Muito poder, pouca responsabilidade

By | 20/02/2022 1:09 pm

O Brasil não pode continuar à mercê de um Executivo que não sabe governar e de um Legislativo que só usufrui dos bônus do poder acumulado

A evidente insuficiência intelectual, moral, administrativa e política de Jair Bolsonaro para o exercício da Presidência levou a um quadro de degradação do regime presidencialista jamais visto, ao menos não desde a redemocratização do País.

É de justiça reconhecer que Bolsonaro não deu início a esse processo. O presidencialismo começou a enfraquecer no Brasil durante o governo da ex-presidente Dilma Rousseff, uma pessoa sabidamente avessa às concertações políticas que, ao fim e ao cabo, mantêm o fino equilíbrio de forças entre os Três Poderes da República e sustentam a governabilidade. Tanto foi assim que Dilma acabou cassada, malgrado todas as concessões que fez ao Congresso, em especial as que permitiram ao Poder Legislativo aumentar seu poder sobre a execução do Orçamento da União.

O governo do sucessor de Dilma, Michel Temer, representou uma tentativa de estabelecer um novo equilíbrio entre as prerrogativas do Executivo e do Legislativo, num arremedo do que se convencionou chamar de “semipresidencialismo”. “Eu trouxe o Congresso para governar comigo, não apenas porque isso é da minha formação democrática, mas porque, no presidencialismo, entendo que não se pode governar sem o Congresso”, disse Temer, um dos maiores defensores da adoção do regime semipresidencialista no País. Merece destaque o emprego do pronome pessoal “comigo”. De fato, como o reconhecido constitucionalista que é e cioso de suas responsabilidades no cargo, errando e acertando, em momento algum Temer abdicou do exercício da Presidência da República.

Bolsonaro, por sua vez, conseguiu uma proeza, levando a degradação do regime presidencialista ao paroxismo. O incumbente não teve a habilidade para seguir o modelo de seu antecessor e ainda logrou agravar o processo de apequenamento da Presidência da República iniciado por Dilma Rousseff, que Temer, hoje se sabe, apenas sobrestou.

É seguro afirmar que, antes de Bolsonaro, nunca houve um presidente tão dispensável, no que concerne à definição dos rumos do País, como o atual mandatário. O próprio líder do governo na Câmara dos Deputados, Ricardo Barros (PP-PR), disse em alto e bom som há poucos dias que uma coisa é o governo e outra, muito distinta, são as vontades do presidente, como se pudessem ser coisas dissociadas, como se Bolsonaro fosse um presidente “café com leite”. Do ponto de vista estritamente pragmático, ele é, e essa separação é até benfazeja para o País, pois, se todas as “ideias”, chamemos assim, de Bolsonaro fossem adiante e se transformassem em realidade, triste destino teria o Brasil. Entretanto, do ponto de vista institucional, a fraqueza do presidente da República é muito ruim por causar uma distorção na organização do Estado definida pela Constituição.

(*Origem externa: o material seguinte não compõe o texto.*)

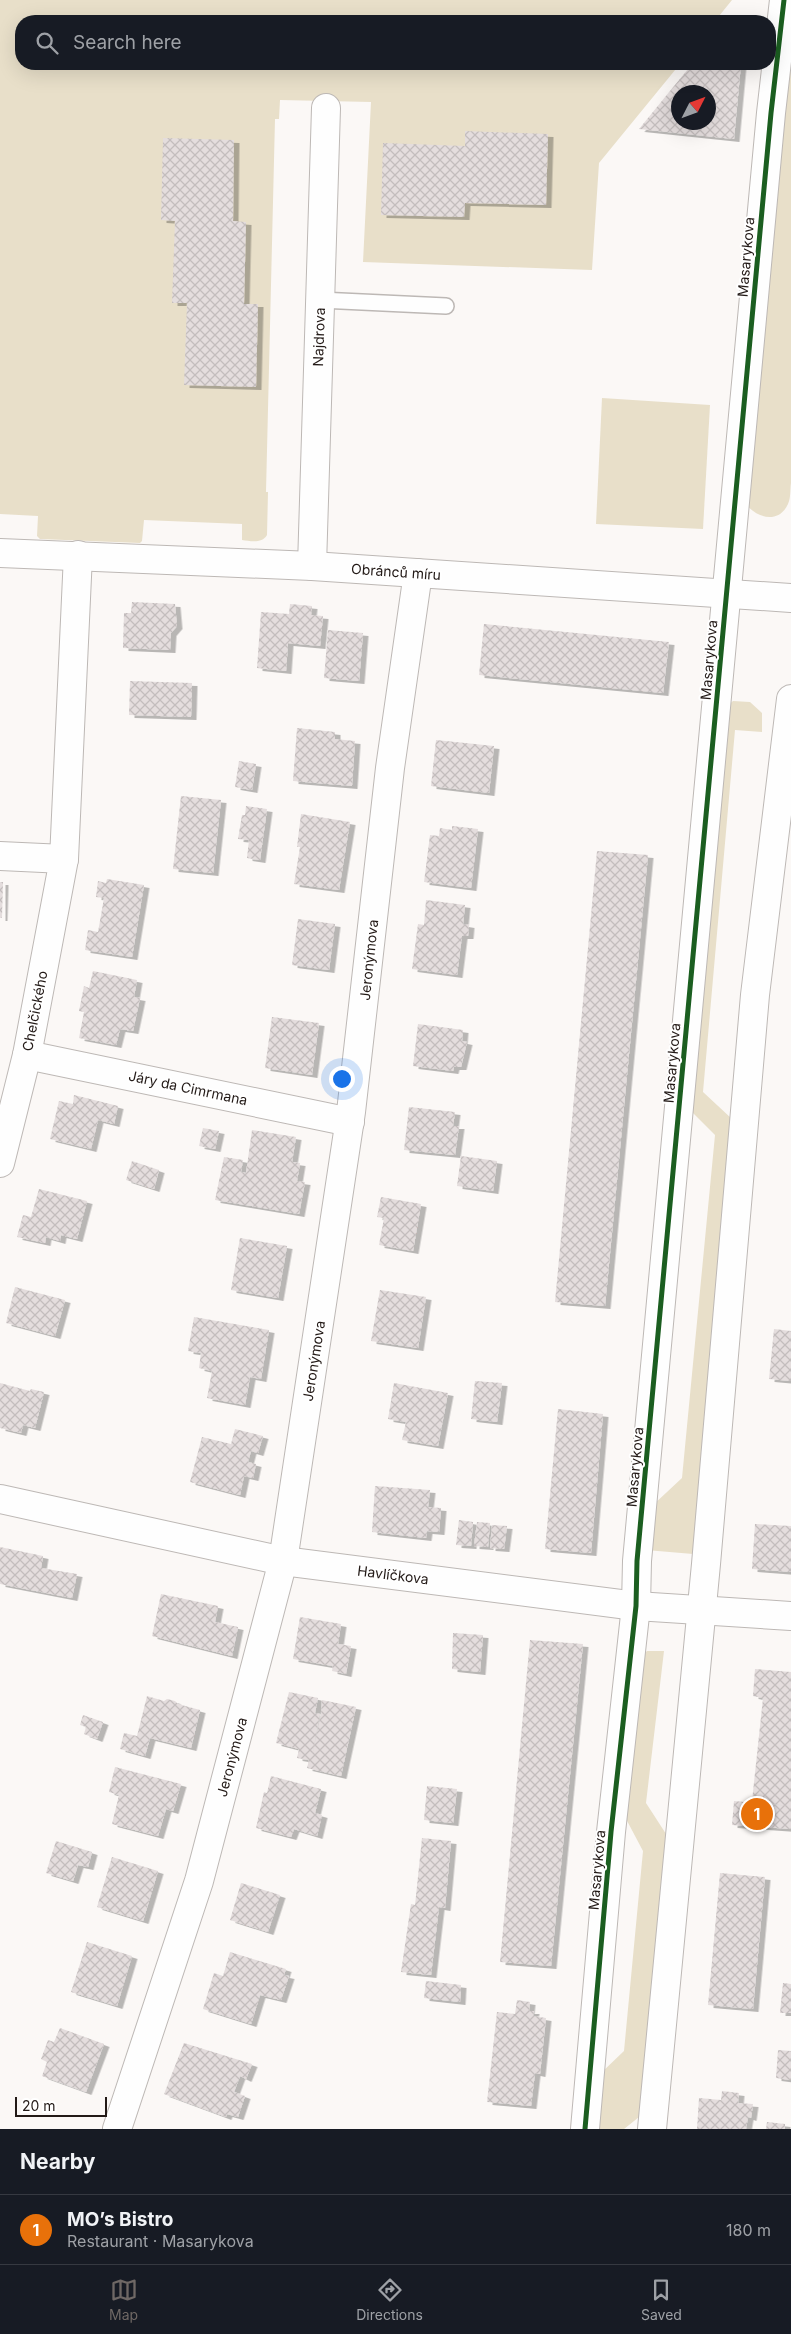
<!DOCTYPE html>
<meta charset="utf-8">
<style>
body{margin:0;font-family:Inter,sans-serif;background:#20242c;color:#f1f3f6}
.compass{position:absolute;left:671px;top:85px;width:45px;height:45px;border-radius:50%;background:#171b24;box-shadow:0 5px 20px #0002;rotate:48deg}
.scale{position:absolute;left:15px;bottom:12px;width:92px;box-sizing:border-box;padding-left:5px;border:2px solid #231a17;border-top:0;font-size:14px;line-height:18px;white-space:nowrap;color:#231a17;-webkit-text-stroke:4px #fff;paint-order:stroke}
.you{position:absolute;left:341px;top:1078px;width:18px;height:18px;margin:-12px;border:4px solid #fff;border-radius:50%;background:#1a73e8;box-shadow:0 0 0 8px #1a73e833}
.badge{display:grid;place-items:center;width:32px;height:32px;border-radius:50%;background:#6f6865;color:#fff;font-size:16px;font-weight:700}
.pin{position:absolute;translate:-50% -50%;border:2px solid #fff;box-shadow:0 1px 5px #0006}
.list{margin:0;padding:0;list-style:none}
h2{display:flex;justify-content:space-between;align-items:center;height:65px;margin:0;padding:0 20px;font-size:21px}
h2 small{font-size:16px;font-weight:400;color:#9ea1a6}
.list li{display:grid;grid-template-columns:32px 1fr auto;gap:15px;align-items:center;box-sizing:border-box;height:70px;padding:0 20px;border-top:1px solid #363941}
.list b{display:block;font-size:19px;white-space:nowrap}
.list p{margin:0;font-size:16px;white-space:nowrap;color:#9ea1a6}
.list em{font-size:16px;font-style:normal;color:#9ea1a6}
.icon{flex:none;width:28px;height:28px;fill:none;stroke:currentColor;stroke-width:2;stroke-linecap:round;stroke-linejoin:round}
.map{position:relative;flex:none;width:791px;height:2129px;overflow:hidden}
.search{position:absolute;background:#171b24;box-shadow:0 5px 20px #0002;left:15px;right:15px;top:15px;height:55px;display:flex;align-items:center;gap:12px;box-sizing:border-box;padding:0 18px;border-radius:20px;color:#9ea1a6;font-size:19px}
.sheet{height:135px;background:#171b24}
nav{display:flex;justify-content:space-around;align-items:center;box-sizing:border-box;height:70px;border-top:1px solid #363941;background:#171b24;font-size:14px;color:#9ea1a6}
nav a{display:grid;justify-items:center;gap:2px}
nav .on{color:#6f6865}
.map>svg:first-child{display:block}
.grass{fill:#e8dfc9}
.building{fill:url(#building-cross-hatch);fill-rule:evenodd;filter:url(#shadow)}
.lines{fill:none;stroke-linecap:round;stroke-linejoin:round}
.service-casing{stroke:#bdb8b5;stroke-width:18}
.minor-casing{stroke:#bdb8b5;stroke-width:30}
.service{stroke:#fefefe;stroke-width:15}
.minor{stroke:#fefefe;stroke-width:28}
.cycleway-casing{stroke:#fff;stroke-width:8}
.cycleway{stroke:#1b5e20;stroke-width:5}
.labels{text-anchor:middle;stroke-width:4;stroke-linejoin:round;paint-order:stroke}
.street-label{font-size:14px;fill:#231a17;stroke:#fff}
</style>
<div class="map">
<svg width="791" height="2129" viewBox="0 0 791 2129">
<defs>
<pattern id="building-cross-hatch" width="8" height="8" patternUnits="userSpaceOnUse" patternTransform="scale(1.25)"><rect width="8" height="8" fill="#e4dddd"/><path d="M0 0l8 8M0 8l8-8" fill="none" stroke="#c3bdbd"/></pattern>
<filter id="shadow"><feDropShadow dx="5.5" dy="3" stdDeviation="0" flood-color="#0004"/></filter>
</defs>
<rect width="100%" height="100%" fill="#fbf8f6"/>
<!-- grass -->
<g class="grass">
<path d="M0 0H732L715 21H21V64H680L599 163 592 270 363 262 371 102 280 100 279 119H275L266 492H268L267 535C262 544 250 541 242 540V524L144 520 142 541 140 543 40 539 37 536 38 516 0 514Z"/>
<path d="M791 28V483C790 489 791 498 788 504 778 526 753 517 743 500Z"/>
<path d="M602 398 710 405 703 529 596 524Z"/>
<path d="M733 701 750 702 762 713V732L735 730 703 1092 732 1119 693 1554 646 1550 652 1506 682 1478 715 1135 686 1106 722 711Z"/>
<path d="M647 1651H664L646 1803 668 1837 639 2117 624 2129H595L600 2074 624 2051 643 1851 625 1817 641 1657Z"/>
</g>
<!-- building -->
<g class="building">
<path d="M692 64H741L734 139 639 129ZM678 92H708V122H678Z"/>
<path d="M465 131 548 134 546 205 465 203 464 217 381 215 383 143 465 146Z"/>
<path d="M163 138 234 140 233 221 246 222 244 304H258L256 387 184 385 187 303H172L175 221 161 220Z"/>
<path d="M132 602 175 604 177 626 171 633 170 650 123 648 124 613H131Z"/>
<path d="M290 604 312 606 311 615 323 616 320 646 288 643 286 671 257 668 261 612 289 614Z"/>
<path d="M484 624 669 642 663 693 479 675Z"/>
<path d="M328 630 363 633 359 681 324 678Z"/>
<path d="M130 681 192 683 191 717 129 715Z"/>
<path d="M297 728 335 732V739L355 741 352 786 293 781Z"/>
<path d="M436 740 494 746 489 793 431 786Z"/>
<path d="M239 761 256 764 252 790 235 787Z"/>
<path d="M181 796 221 800 213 873 173 869Z"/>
<path d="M246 806 267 809 260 860 247 858 249 840 238 839 242 815H245Z"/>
<path d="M301 814 350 822 339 890 294 884 300 847H297Z"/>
<path d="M452 826 478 829 471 888 424 882 430 835 439 836 440 828 452 830Z"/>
<path d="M597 851 648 855 605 1306 555 1302Z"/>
<path d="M107 879 144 885 132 957 85 950 88 930 98 932 104 898 96 897 98 881 106 883Z"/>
<path d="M0 882H3L2 918H0Z"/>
<path d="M426 900 465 905 463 924 469 925 468 936H462L457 975 412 969 418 924 424 925Z"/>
<path d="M298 919 335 924 329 970 292 965Z"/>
<path d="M93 971 137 980 134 997 140 998 133 1031 120 1029 116 1045 79 1038 84 1012 79 1011 84 986 89 988Z"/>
<path d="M272 1017 319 1023 312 1075 265 1068Z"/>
<path d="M418 1024 463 1030 462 1041 467 1042 461 1067H454L453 1071 413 1066Z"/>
<path d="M74 1095 118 1106 114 1124 98 1120 91 1149 50 1139 59 1101 73 1104Z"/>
<path d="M409 1107 455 1112 453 1126H459L455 1155 404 1150Z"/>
<path d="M203 1128 219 1131 215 1149 199 1146Z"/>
<path d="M252 1130 296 1137 292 1162 300 1163 297 1181 305 1182 299 1214 215 1200 224 1157 243 1160 241 1172 246 1173Z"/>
<path d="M461 1156 497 1161 493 1191 457 1186Z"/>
<path d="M132 1161 159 1170 154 1189 126 1180Z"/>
<path d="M39 1189 87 1201 77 1239 61 1235 60 1241 46 1237 45 1243 17 1237 23 1215 31 1217Z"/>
<path d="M381 1197 421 1204 413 1251 379 1245 384 1218 377 1217Z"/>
<path d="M240 1238 287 1246 278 1298 231 1290Z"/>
<path d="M15 1287 65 1300 55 1336 6 1323Z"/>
<path d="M380 1290 426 1297 418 1348 371 1341Z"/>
<path d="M194 1317 269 1330 261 1379 250 1377 245 1405 207 1398 212 1371 199 1368 201 1353 188 1351Z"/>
<path d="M774 1329 791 1331V1381L769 1379Z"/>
<path d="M475 1381 502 1383 497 1422 471 1419Z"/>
<path d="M0 1383 30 1391 31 1389 44 1392 35 1428 23 1425 21 1433 0 1428Z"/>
<path d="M394 1383 448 1393 438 1446 402 1440 406 1422 388 1419Z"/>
<path d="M558 1409 603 1414 591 1553 545 1549Z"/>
<path d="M235 1429 263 1436 258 1453 251 1451 248 1462 256 1464 253 1478 244 1476 240 1495 190 1482 202 1437 231 1444Z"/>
<path d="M375 1486 430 1490 428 1507 441 1508 439 1532 427 1531 426 1538 372 1532Z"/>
<path d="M459 1520 473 1522 471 1546 456 1545Z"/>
<path d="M477 1522 490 1523 488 1547 474 1546Z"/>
<path d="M755 1524 791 1526V1572L752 1569Z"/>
<path d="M492 1525 507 1526 504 1549 490 1548Z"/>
<path d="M0 1547 43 1556 41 1568 77 1574 72 1598 0 1584Z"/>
<path d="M161 1594 218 1606 215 1622 238 1627 232 1656 152 1636Z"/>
<path d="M300 1617 341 1624 338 1644 351 1646 346 1674 332 1671 333 1666 293 1659Z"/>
<path d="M453 1633 483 1635 480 1672 452 1669Z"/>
<path d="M530 1640 583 1644 551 1966 500 1962Z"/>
<path d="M755 1669 791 1672V1829L732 1825 734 1801 789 1806 752 1801 763 1698 753 1696Z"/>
<path d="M289 1692 318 1698 315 1713 320 1714 311 1761 321 1714 322 1700 356 1707 341 1776 307 1768 309 1760 297 1758 299 1749 276 1743Z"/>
<path d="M147 1696 164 1701 167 1699 175 1701 178 1704 200 1710 191 1748 150 1738 145 1756 120 1749 124 1733 137 1736Z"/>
<path d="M83 1715 103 1722 97 1739 84 1734 86 1727 80 1725Z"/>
<path d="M115 1767 181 1784 173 1811 166 1809 158 1836 112 1824 119 1795 109 1792Z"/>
<path d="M271 1776 321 1789 315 1813 322 1815 317 1836 294 1829 291 1837 256 1828 264 1792 267 1793Z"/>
<path d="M427 1786 457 1789 453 1823 424 1820Z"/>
<path d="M422 1838 451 1841 445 1908 439 1907 431 1975 401 1972 411 1904 415 1905Z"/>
<path d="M56 1841 92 1852 88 1867 78 1865 73 1881 46 1873Z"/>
<path d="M112 1857 158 1871 143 1921 97 1907Z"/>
<path d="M720 1873 765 1877 753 2009 708 2005Z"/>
<path d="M241 1883 280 1895 268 1932 230 1920Z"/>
<path d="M87 1942 132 1956 117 2006 71 1992Z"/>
<path d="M230 1952 286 1969 284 1975 289 1976 281 2000 260 1995 251 2024 203 2009 214 1973 223 1976Z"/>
<path d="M426 1981 461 1985 460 2002 424 1998Z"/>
<path d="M783 1983 791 1984V2013H780Z"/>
<path d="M517 2000 530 2002 529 2011H534L533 2016 546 2018 540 2074 535 2073 531 2106 487 2102 497 2012 515 2014Z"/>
<path d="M60 2028 104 2044 86 2092 42 2076 47 2062 41 2059 48 2040 54 2042Z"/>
<path d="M184 2043 252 2064 246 2079 240 2076 234 2092 245 2096 238 2117 227 2114 226 2117 164 2094Z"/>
<path d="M778 2050 791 2051V2080L776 2078Z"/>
<path d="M722 2091 739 2093 738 2103 753 2104 751 2118 748 2117 746 2129H697L699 2098 721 2100Z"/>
<path d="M767 2122 785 2124V2129H766Z"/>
</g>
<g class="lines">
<!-- service casing -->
<g class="service-casing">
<path id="service" d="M320 300 446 306"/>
</g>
<!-- minor casing -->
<g class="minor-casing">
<g id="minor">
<path d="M0 553 312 566 791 598"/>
<path d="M312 566 326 108"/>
<path d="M0 856 64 859"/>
<path d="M27 1055 350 1122"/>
<path d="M0 1163 27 1055 64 859 78 555"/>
<path d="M0 1499 283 1561 636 1606 791 1616"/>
<path d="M117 2129 199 1881 283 1561 351 1112 390 768 418 573"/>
<path d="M585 2129 611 1832 636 1606 637 1561 771 113 784 0"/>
<path d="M652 2129 706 1564 755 995 791 699"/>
</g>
</g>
<!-- service -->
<use href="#service" class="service"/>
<!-- minor -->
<use href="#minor" class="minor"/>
<!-- cycleway casing -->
<g class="cycleway-casing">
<path id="cycleway" d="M585 2129 611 1832 636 1606 637 1561 771 113 784 0"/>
</g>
<!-- cycleway -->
<use href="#cycleway" class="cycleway"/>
</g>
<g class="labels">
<!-- street labels -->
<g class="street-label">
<text transform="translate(746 257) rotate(-85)" y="5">Masarykova</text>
<text transform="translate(319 337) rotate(-88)" y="5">Najdrova</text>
<text transform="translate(396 572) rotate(4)" y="5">Obránců míru</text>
<text transform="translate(709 660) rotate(-85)" y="5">Masarykova</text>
<text transform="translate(369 960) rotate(-84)" y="5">Jeronýmova</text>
<text transform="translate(35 1011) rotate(-79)" y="5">Chelčického</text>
<text transform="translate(672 1063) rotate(-85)" y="5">Masarykova</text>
<text transform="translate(188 1088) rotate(12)" y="5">Járy da Cimrmana</text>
<text transform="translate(314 1361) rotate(-81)" y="5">Jeronýmova</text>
<text transform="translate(635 1467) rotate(-85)" y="5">Masarykova</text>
<text transform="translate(393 1575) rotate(7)" y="5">Havlíčkova</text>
<text transform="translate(232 1757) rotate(-75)" y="5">Jeronýmova</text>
<text transform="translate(597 1870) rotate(-85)" y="5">Masarykova</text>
</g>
</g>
</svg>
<svg class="compass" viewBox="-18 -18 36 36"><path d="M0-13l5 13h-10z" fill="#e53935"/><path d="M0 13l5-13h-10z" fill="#9ea1a6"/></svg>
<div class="scale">20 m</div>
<div class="you"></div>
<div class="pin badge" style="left:757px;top:1814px;background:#e8710a">1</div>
<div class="search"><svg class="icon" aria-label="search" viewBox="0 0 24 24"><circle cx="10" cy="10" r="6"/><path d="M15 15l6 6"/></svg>Search here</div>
</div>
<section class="sheet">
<h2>Nearby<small></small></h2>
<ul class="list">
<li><span class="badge" style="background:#e8710a">1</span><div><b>MO’s Bistro</b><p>Restaurant · Masarykova</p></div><em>180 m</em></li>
</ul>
</section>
<nav>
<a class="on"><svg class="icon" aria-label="map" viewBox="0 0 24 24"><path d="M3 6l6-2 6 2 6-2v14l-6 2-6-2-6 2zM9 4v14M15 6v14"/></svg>Map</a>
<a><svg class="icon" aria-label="directions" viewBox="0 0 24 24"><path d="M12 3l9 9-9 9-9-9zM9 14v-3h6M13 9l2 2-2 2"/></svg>Directions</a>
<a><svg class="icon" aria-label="saved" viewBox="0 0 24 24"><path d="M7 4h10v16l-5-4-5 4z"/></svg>Saved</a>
</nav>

O que se tem hoje é uma estrovenga política representada por um Congresso extremamente poderoso que usufrui apenas dos bônus desse poder acumulado, sem arcar com as responsabilidades por seus eventuais desvios.

O Poder Legislativo controla a execução do Orçamento da União com uma discricionariedade jamais vista. As emendas de relator-geral, base do orçamento secreto revelado pelo Estadão, foram somadas às emendas individuais, de bancada e de comissão como instrumentos de aumento desse controle sobre o destino dos recursos dos contribuintes. E nem sempre às claras. A transparência, já determinada pelo Supremo Tribunal Federal (STF) em consonância com a Lei Maior, é dada quando, e se, o Congresso bem entende. A ação de um grupo parlamentar liderado pelo presidente da Câmara, Arthur Lira (PP-AL), também tornou muito mais difícil a vida dos parlamentares não alinhados, desprovidos que foram de parte dos instrumentos legítimos de que dispõe a oposição em uma democracia.

Como está não é bom para o Brasil. O melhor teria sido adotar o parlamentarismo, em que o governo é exercido no Parlamento e cai, sem grandes traumas, quando erra e perde sustentação política. Como o parlamentarismo já foi rejeitado pelos brasileiros em dois plebiscitos, resta tentar o semipresidencialismo, pois o Brasil não pode mais ficar à mercê de um Executivo que não sabe governar e, menos ainda, de um Legislativo que exerce o poder sem responsabilidade.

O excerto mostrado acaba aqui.